También fabrican recogedores de basura 100% reciclados.

4.- La industria naviera no es buena

Electrodomésticos, automóviles, granos, fertilizantes, juguetes, tecnología, té. Aproximadamente el 90 % de todos los bienes comercializados se transportan a través de las olas, y nuestra red global de envíos deja una huella de suciedad, bombeando millones de toneladas de dióxido de carbono a nuestra atmósfera cada año.

Un estudio de 2020 realizado por la Organización Marítima Internacional estimó que la industria del transporte marítimo mundial representa el 2,89% de las emisiones globales totales de CO2.

Para reducir la contaminación de los océanos a gran escala, necesitamos un cambio drástico.

Según un informe de la Institución de Ingenieros Mecánicos, la modernización de las velas eólicas en los buques de carga, junto con una reducción en la cantidad de bienes que importamos, podría reducir las emisiones del transporte marítimo hasta en un 40 %.

La empresa de neumáticos Michelin está produciendo soluciones como el proyecto Wing Sail Mobility, un ‘sistema de vela de ala inflable, telescópico y automatizado’ diseñado para aumentar los barcos y las embarcaciones de recreo.

5.- El agua podría alimentar al mundo

En 2019, la capacidad hidroeléctrica mundial alcanzó un récord de 1308 gigavatios.
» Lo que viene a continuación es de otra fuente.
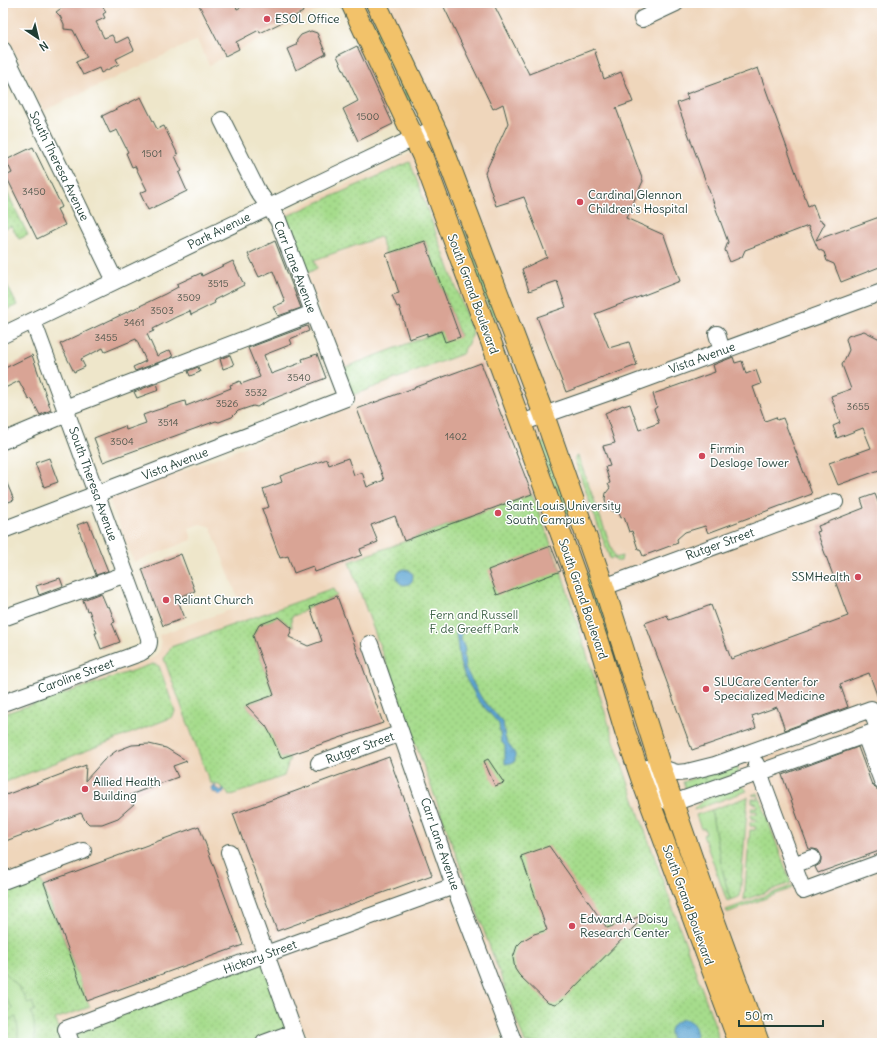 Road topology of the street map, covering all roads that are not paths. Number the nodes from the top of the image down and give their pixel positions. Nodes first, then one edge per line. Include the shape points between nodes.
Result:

Pongamos este número en perspectiva: solo un gigavatio puede alimentar 110 millones de luces LED.

La energía hidroeléctrica se utiliza para generar electricidad aprovechando la presión del flujo de agua desde un punto alto a un punto más bajo a través de una red de canales.

También es una energía limpia, producida con combustión de combustible cero, lo que resulta en la liberación de dióxido de carbono, a diferencia de las centrales eléctricas, que queman combustibles fósiles y expulsan contaminantes.